SEASON 1, EPISODE 7, JULY 14, 2004
ROLE DESCRIPTION: Gabrielle plays Alicia Keller, a brilliant young specialist in robotics who ten years before sold her soul to the devil in order to be able to build a robot which will benefit all mankind.

SHOW DESCRIPTION: For my American readers, The Collector is sort of a ripoff of Brimstone (don't blame Canada - we stole Cold Case from them, and at least The Collector is comparable in quality to the show that inspired it, a claim that Cold Case can't make).

A quick rundown for the uninitiated: in the 1300s, the show's protagonist and main character, Morgan Pym, fell in love with a servant girl - and when she got the Plague, he was enraged enough at God to sell his soul to the devil in exchange for ten good years with the woman he loved. After she died, Pym was so desperate to avoid eternity in Hell that he agreed to be a collector - one charged with collecting souls sold to the devil. What makes this show different from Brimstone is that Pym has 48 hours to help the person bound for Hell to find redemption.

OVERALL IMPRESSIONS: When I first read the preview of the episode, which indicated that a reporter spends quite a bit of time hassling Morgan Pym about his being in the proximity of a series of unexplained events, I was afraid that Gabrielle wasn't going to get a lot of face time. Thankfully, I was wrong, and better still this episode does not come close to the dreaded "worth seeing only if you're a fan of Gabrielle's" category. The episode is top-notch, can be enjoyed even if you've never seen another episode of the show, and features an ending that you're not likely to forget for a long time. This is right up there with The Immortal episode "Forest for the Trees" on my list of the most entertaining items ever erased from The Milk Carton, although in terms of overall quality this episode belongs on top.

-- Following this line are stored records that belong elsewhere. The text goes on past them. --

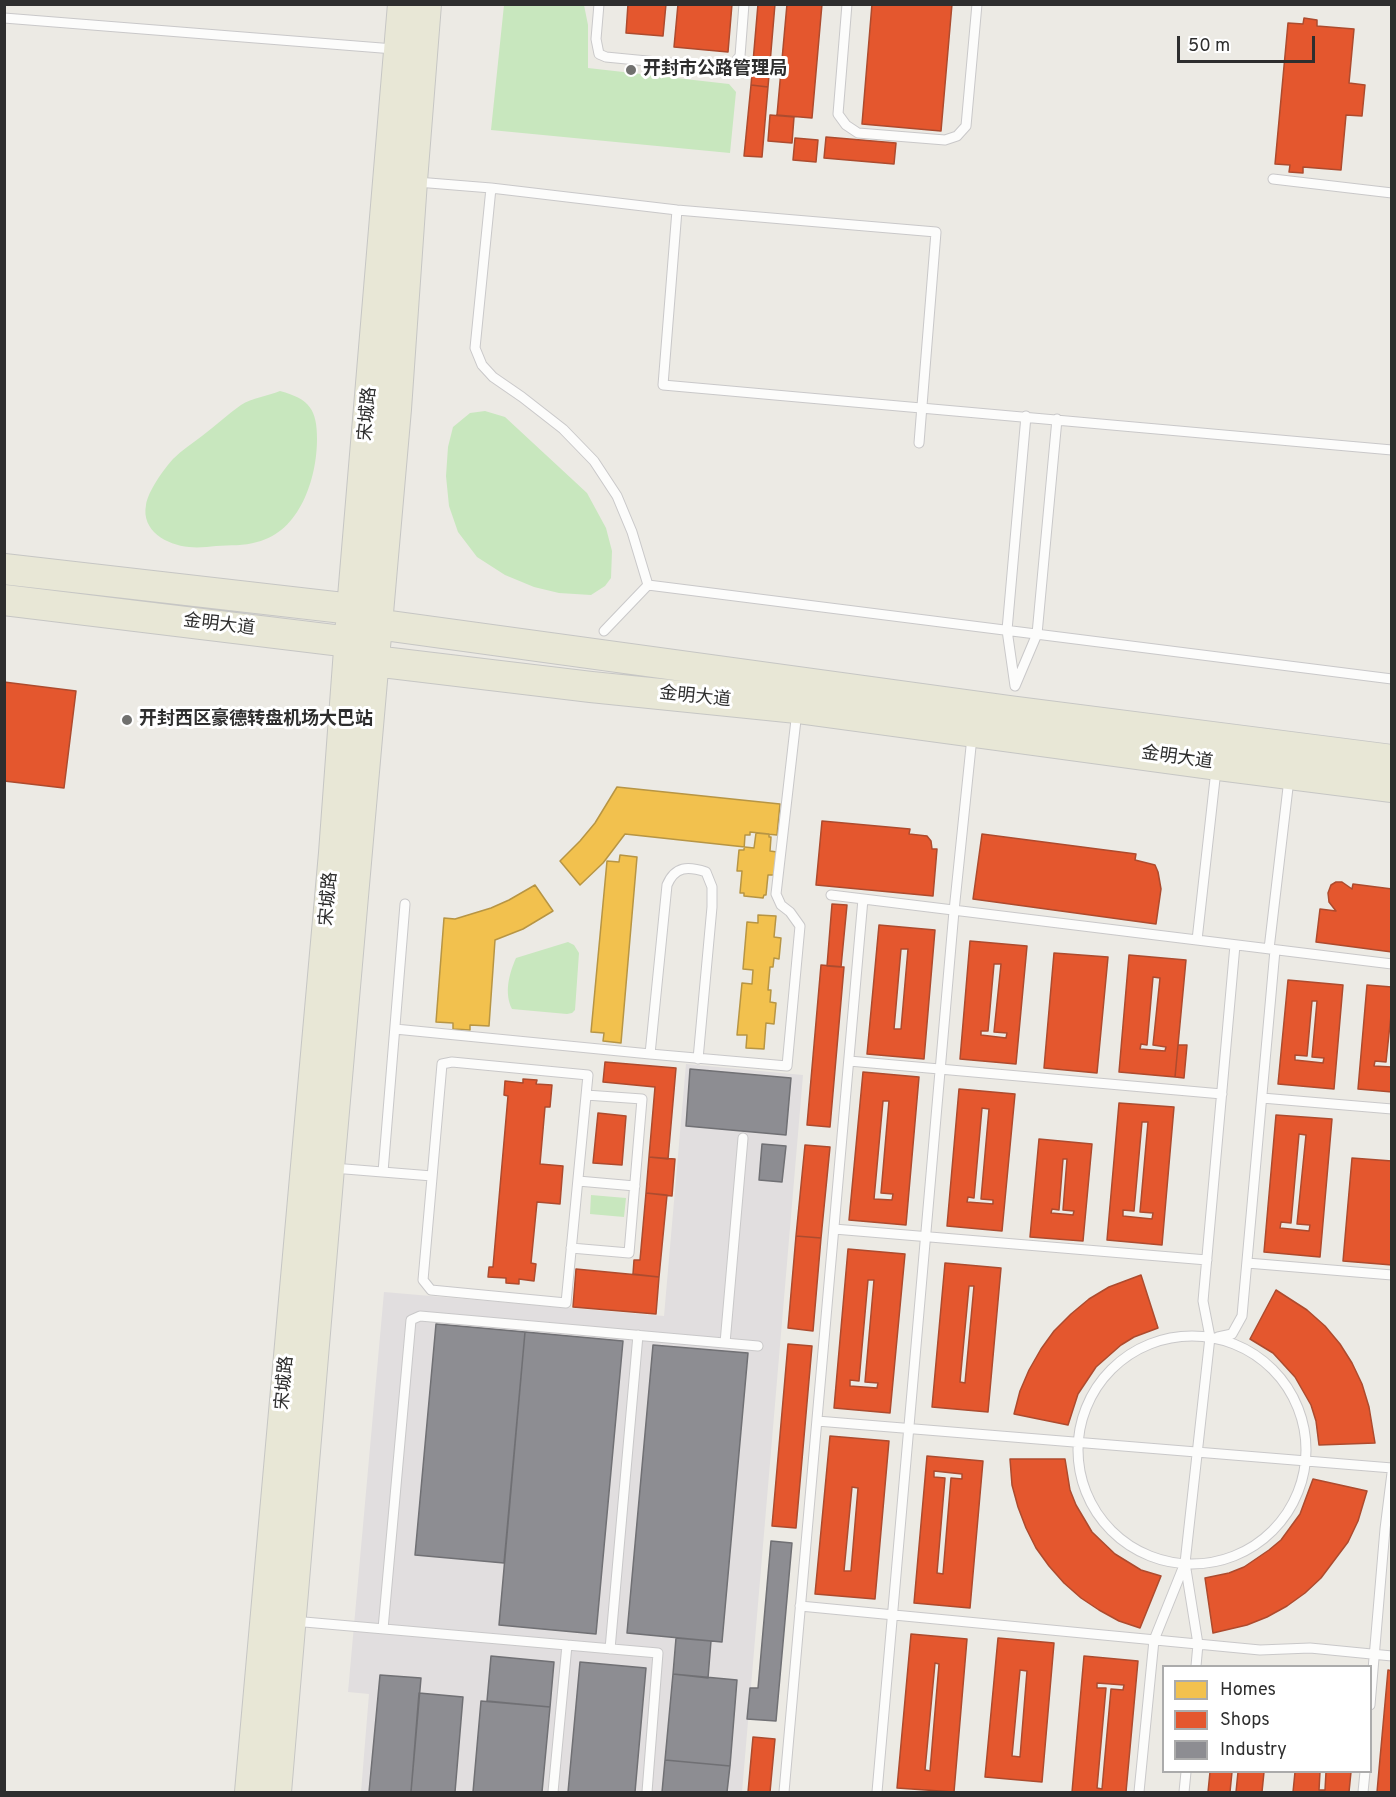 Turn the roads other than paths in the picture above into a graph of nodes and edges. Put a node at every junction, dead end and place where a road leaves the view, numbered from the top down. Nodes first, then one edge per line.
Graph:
1 (403, 4) edge
2 (426, 4) edge
3 (599, 4) edge
4 (744, 4) edge
5 (847, 4) edge
6 (977, 4) edge
7 (4, 18) edge
8 (400, 50) junction
9 (1273, 179) dead end
10 (412, 181) junction
11 (491, 188) junction
12 (1392, 193) edge
13 (677, 210) junction
14 (922, 406) junction
15 (1026, 416) junction
16 (1057, 419) junction
17 (919, 443) dead end
18 (1392, 450) edge
19 (4, 569) edge
20 (648, 585) junction
21 (4, 600) edge
22 (364, 617) junction
23 (1007, 630) junction
24 (604, 631) dead end
25 (1037, 634) junction
26 (350, 642) junction
27 (374, 661) junction
28 (1392, 679) edge
29 (1012, 698) junction
30 (798, 708) junction
31 (972, 730) junction
32 (1392, 760) edge
33 (1217, 765) junction
34 (1289, 774) junction
35 (1392, 787) edge
36 (831, 896) dead end
37 (863, 899) junction
38 (405, 904) dead end
39 (954, 910) junction
40 (1197, 940) junction
41 (1235, 945) junction
42 (1272, 950) junction
43 (1392, 964) edge
44 (395, 1029) junction
45 (650, 1054) junction
46 (698, 1059) junction
47 (849, 1061) junction
48 (940, 1069) junction
49 (1222, 1094) junction
50 (586, 1095) junction
51 (1262, 1098) junction
52 (1392, 1109) edge
53 (743, 1138) dead end
54 (329, 1168) junction
55 (383, 1172) junction
56 (432, 1176) junction
57 (578, 1181) junction
58 (635, 1186) junction
59 (834, 1229) junction
60 (926, 1237) junction
61 (571, 1248) junction
62 (1207, 1260) junction
63 (1247, 1263) junction
64 (1392, 1275) edge
65 (638, 1335) junction
66 (1210, 1337) junction
67 (725, 1343) junction
68 (758, 1346) dead end
69 (817, 1421) junction
70 (909, 1429) junction
71 (1078, 1442) junction
72 (1198, 1452) junction
73 (1305, 1461) junction
74 (1392, 1467) edge
75 (1392, 1473) edge
76 (1185, 1563) junction
77 (800, 1606) junction
78 (893, 1615) junction
79 (291, 1621) junction
80 (383, 1629) junction
81 (1154, 1640) junction
82 (1198, 1644) junction
83 (567, 1646) junction
84 (610, 1649) junction
85 (1375, 1654) junction
86 (1392, 1656) edge
87 (1196, 1665) edge
88 (1372, 1692) edge
89 (1186, 1773) edge
90 (1365, 1773) edge
91 (250, 1792) edge
92 (276, 1792) edge
93 (553, 1792) edge
94 (646, 1792) edge
95 (785, 1792) edge
96 (878, 1792) edge
97 (1139, 1792) edge
98 (1184, 1792) edge
99 (1363, 1792) edge

1 - 8 main road, 宋城路
2 - 10 main road, 宋城路
3 - 4 lane
5 - 6 lane
7 - 8 lane
8 - 22 main road, 宋城路
9 - 12 lane
10 - 11 lane
10 - 22 main road, 宋城路
11 - 13 lane
11 - 20 lane
13 - 14 lane
13 - 14 lane
14 - 15 lane
14 - 17 lane
15 - 16 lane
15 - 23 lane
16 - 18 lane
16 - 25 lane
19 - 22 main road, 金明大道
20 - 23 lane
20 - 24 lane
21 - 26 main road, 金明大道
22 - 26 main road, 宋城路
22 - 27 main road, 宋城路
22 - 29 main road, 金明大道
23 - 25 lane
23 - 29 lane
25 - 28 lane
25 - 29 lane
26 - 27 main road
26 - 91 main road, 宋城路
27 - 30 main road, 金明大道
27 - 54 main road, 宋城路
29 - 32 main road, 金明大道
30 - 31 main road, 金明大道
30 - 46 lane
31 - 33 main road, 金明大道
31 - 39 lane
33 - 34 main road, 金明大道
33 - 40 lane
34 - 35 main road, 金明大道
34 - 42 lane
36 - 37 lane
37 - 39 lane
37 - 47 lane
38 - 44 lane
39 - 40 lane
39 - 48 lane
40 - 41 lane
41 - 42 lane
41 - 49 lane
42 - 43 lane
42 - 51 lane
44 - 45 lane
44 - 55 lane
45 - 46 lane
45 - 46 lane
47 - 48 lane
47 - 59 lane
48 - 49 lane
48 - 60 lane
49 - 62 lane
50 - 56 lane
50 - 57 lane
50 - 58 lane
51 - 52 lane
51 - 63 lane
53 - 67 lane
54 - 55 lane
54 - 79 main road, 宋城路
55 - 56 lane
56 - 61 lane
57 - 58 lane
57 - 61 lane
58 - 61 lane
59 - 60 lane
59 - 69 lane
60 - 62 lane
60 - 70 lane
62 - 66 lane
63 - 64 lane
63 - 66 lane
65 - 67 lane
65 - 80 lane
65 - 84 lane
66 - 71 lane
66 - 72 lane
66 - 73 lane
67 - 68 lane
69 - 70 lane
69 - 77 lane
70 - 71 lane
70 - 78 lane
71 - 72 lane
71 - 76 lane
72 - 73 lane
72 - 76 lane
73 - 74 lane
73 - 76 lane
75 - 85 lane
76 - 81 lane
76 - 82 lane
77 - 78 lane
77 - 95 lane
78 - 81 lane
78 - 96 lane
79 - 80 lane
79 - 92 main road, 宋城路
80 - 83 lane
81 - 82 lane
81 - 97 lane
82 - 85 lane
82 - 87 lane
83 - 84 lane
83 - 93 lane
84 - 94 lane
85 - 86 lane
85 - 88 lane
89 - 98 lane
90 - 99 lane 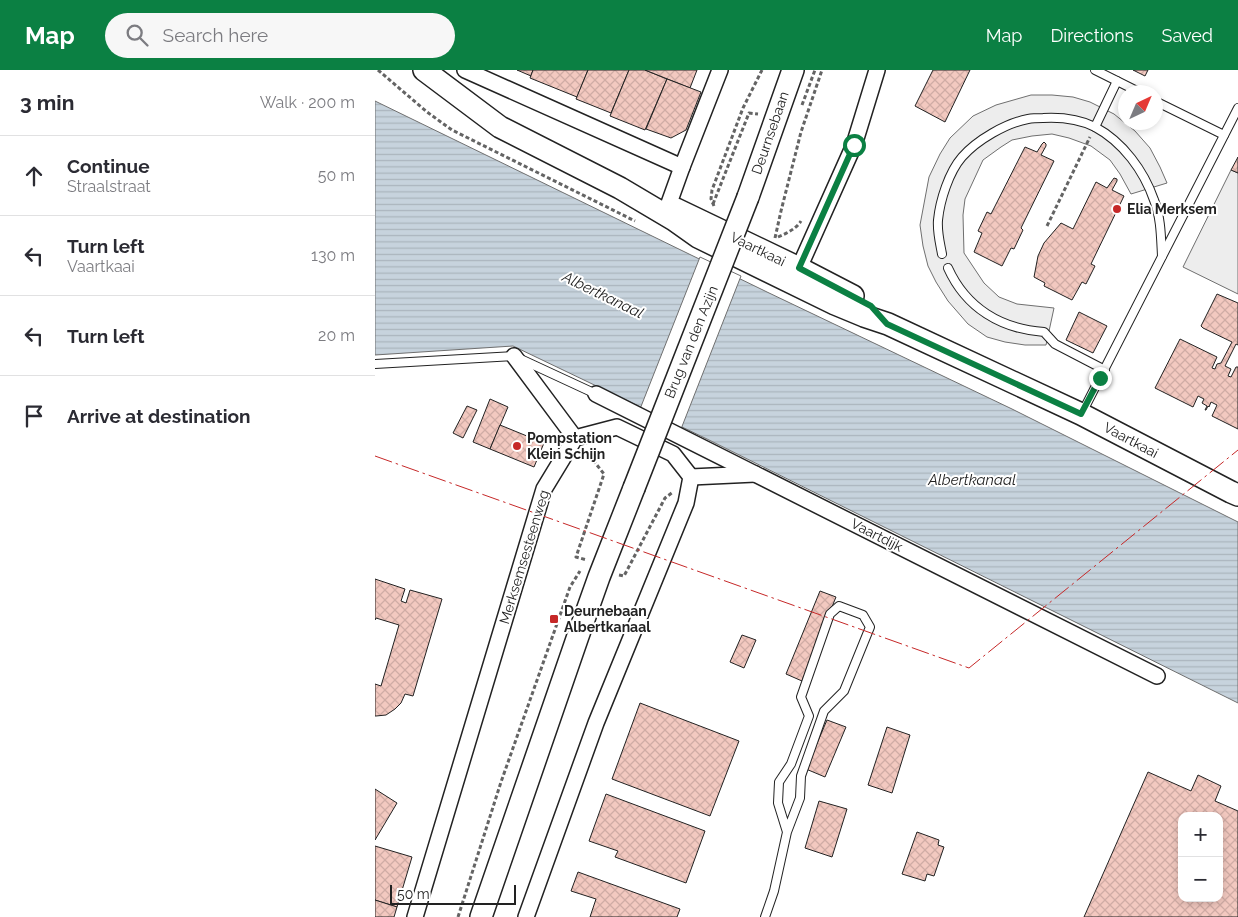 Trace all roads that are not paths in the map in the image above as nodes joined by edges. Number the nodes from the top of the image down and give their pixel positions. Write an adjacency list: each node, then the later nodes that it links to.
1 (424, 70): 14 (street, Vaartkaai)
2 (465, 70): 13 (street)
3 (720, 70): 13 (street)
4 (793, 70): 15 (street, Deurnsebaan)
5 (877, 70): 20 (street)
6 (1095, 70): 7 (lane)
7 (1117, 81): 8 (lane); 11 (lane)
8 (1125, 85)
9 (1163, 105): 12 (lane)
10 (1238, 108): 12 (lane)
11 (1095, 127): 17 (lane); 18 (lane)
12 (1224, 135): 18 (lane)
13 (682, 167): 16 (street)
14 (620, 188): 16 (street, Vaartkaai); 20 (street, Vaartkaai)
15 (748, 197): 33 (street, Brug van den Azijn, bridge)
16 (668, 206): 20 (street, Vaartkaai)
17 (943, 254)
18 (1162, 256): 23 (lane)
19 (948, 268): 23 (lane)
20 (795, 275): 25 (street, Vaartkaai)
21 (514, 356): 22 (lane); 24 (lane); 26 (street)
22 (375, 364)
23 (1105, 370): 25 (lane)
24 (596, 394): 27 (street, Vaartdijk)
25 (1081, 414): 29 (street, Vaartkaai)
26 (575, 438): 28 (street); 32 (street, Merksemsesteenweg)
27 (755, 474): 28 (street); 30 (street, Vaartdijk)
28 (691, 477): 34 (street)
29 (1238, 495)
30 (1157, 676)
31 (787, 832): 31 (lane); 35 (lane)
32 (415, 917)
33 (481, 917)
34 (527, 917)
35 (765, 917)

KUDOS TO GABRIELLE: The easiest way to start this would be to quote my review from Outer Limits episode "The Tipping Point:" "In episodes such as these there is no guarantee that good acting will allow the viewer to be fooled by a plot twist, but it's almost a certainty that a bad actor will give it away. Gabrielle takes a key role and handles it more than well enough to keep you guessing until the very last scene."

I was able to guess, more or less, how this episode ended (unlike the solid burning I took by the aforementioned Outer Limits episode) - but I would argue that this episode features some of Gabrielle's best dramatic acting in any TV episode I've seen of hers. Within about 45 minutes, she manages to perfectly portray a wide series of emotions and, in essence flawlessly plays two characters in one role / episode. This is part of what impresses me so much about her work - she can play, with equal skill, a humorous servant of the devil (in "Forest for the Trees") or a serious person who has sold her soul to him. I can think of a few actresses that could have played one role or the other about as well as she did, but none who could have done both as well. Now compare these two roles to her work as Lacey Burrows in Corner Gas, and you should be able to see why I created this site.

NOTE: The Collector series has different actors playing the devil from episode to episode, and I have to say that in this one the role was handled beautifully by Bill Mondy. I know nothing about his other work, but he sure made a hell of an impressive devil (pun basically unintentional) in this episode.